It’s no exaggeration to describe Billy Connolly as the greatest stand up to ever take to the stage. Not only have three separate polls come to this conclusion, but there is not a single comedian who has taken to the stage in the last three decades that hasn’t looked to ‘The Big Yin’ as inspiration. Connolly’s High Horse tour marks the first time since 2011 that the comic has released a live stand-up and it’s clear from the moment he struts on stage he hasn’t lost it.
As soon as Connolly utters his first words it’s evident the great comic isn’t scared to talk about his illness, as he chastises the audience’s applause claiming they’re only doing it because he is ill. It’s a lovely moment that reminds you just how honest and unflinching the comedian can be. His humour is as dry and unapologetic as ever. Be it discussing adventures in France with his dead cousin, lunch with Liam Neeson and Brian Cox or his use of the C word, Connolly is never scared to tell you exactly what is on his mind.And, that’s one of the (many) beauties about the comic; his material never feels constructed in the typical, stringent manner modern stand up does. It all feels like an intimate discussion with a man down the pub with Billy working his way through hilarious tales of his life; it’s relaxing, brilliant and natural. While his illness is evident – the once energetic performer now stands stationary – his ability to express joy and happiness through tales of his colourful life have gladly been unaffected. Billy never shies away from using his illness as a source for comedy, his Ian Holm story is a stunning way to find humour in the darkest of places. It’s not only his Parkinson’s that gets a mention, Connolly discusses his recent prostate cancer, thankfully he is all clear now, and for a moment it stops the audience in their tracks. But then Connolly recounts a story about one of his treatments that’s as unflinching as it is amusing, emptying the room of silence and filling it up with endless laughter.
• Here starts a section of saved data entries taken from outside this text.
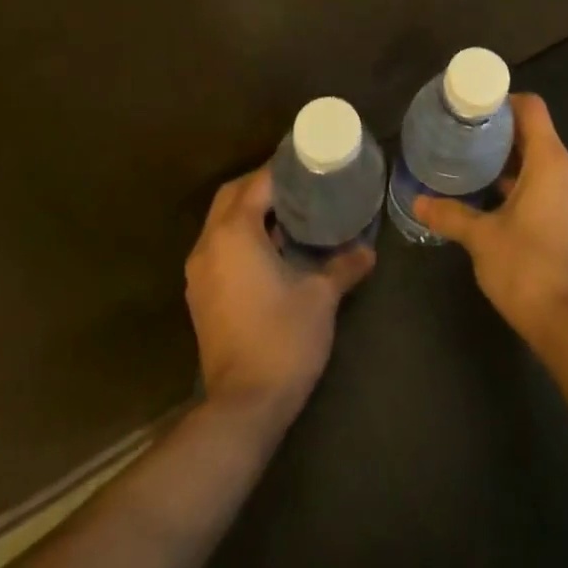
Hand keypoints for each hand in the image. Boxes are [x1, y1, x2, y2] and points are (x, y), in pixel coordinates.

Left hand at [184, 166, 374, 422]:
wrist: (243, 406)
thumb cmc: (283, 339)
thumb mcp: (321, 296)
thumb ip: (344, 265)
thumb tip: (367, 250)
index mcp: (235, 233)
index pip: (258, 183)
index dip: (283, 169)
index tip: (309, 162)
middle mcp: (209, 244)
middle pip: (232, 196)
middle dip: (261, 184)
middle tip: (299, 184)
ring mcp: (199, 272)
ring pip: (221, 222)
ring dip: (249, 211)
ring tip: (289, 212)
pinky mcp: (200, 295)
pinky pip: (218, 246)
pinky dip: (240, 235)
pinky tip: (271, 248)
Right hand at [415, 93, 567, 338]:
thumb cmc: (527, 267)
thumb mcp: (481, 237)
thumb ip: (450, 214)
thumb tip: (417, 202)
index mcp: (551, 161)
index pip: (531, 108)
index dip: (503, 101)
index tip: (472, 108)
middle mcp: (567, 172)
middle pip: (534, 134)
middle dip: (498, 134)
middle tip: (461, 136)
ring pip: (539, 163)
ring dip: (508, 163)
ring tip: (470, 167)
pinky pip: (545, 187)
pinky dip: (520, 185)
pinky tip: (490, 202)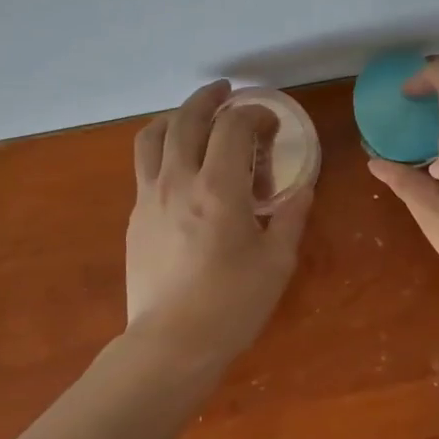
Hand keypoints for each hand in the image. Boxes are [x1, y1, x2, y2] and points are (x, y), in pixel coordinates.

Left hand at [126, 80, 313, 362]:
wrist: (171, 344)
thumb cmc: (232, 305)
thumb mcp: (277, 262)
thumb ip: (291, 217)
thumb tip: (302, 189)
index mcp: (219, 188)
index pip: (233, 126)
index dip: (254, 114)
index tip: (270, 124)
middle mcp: (179, 180)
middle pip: (187, 118)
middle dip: (209, 98)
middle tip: (226, 94)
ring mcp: (150, 196)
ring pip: (153, 135)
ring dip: (176, 116)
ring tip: (193, 118)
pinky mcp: (136, 216)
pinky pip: (145, 165)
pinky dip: (163, 148)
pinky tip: (180, 166)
When he isn’t musing on tales of the past, Connolly discusses politics, his take on Trump contains numerous uses of the C word, and of course, his homeland of Scotland gets a mention with lines like “I knew a man in Scotland once that loved his wife so much he nearly told her one day”. He even manages to make plane noises sound painfully hilarious. He does it all effortlessly. A whole generation of comedians might have been inspired by the Scot but none have come close to the genuine article.
These days stand up comedy is everywhere but Connolly is in his own league, it’s like seeing The Rolling Stones in concert. Whether it’s shrimps in curtains or hecklers requesting heroin songs, the comic expertly crafts brilliant comedy that reminds you why he is still the best.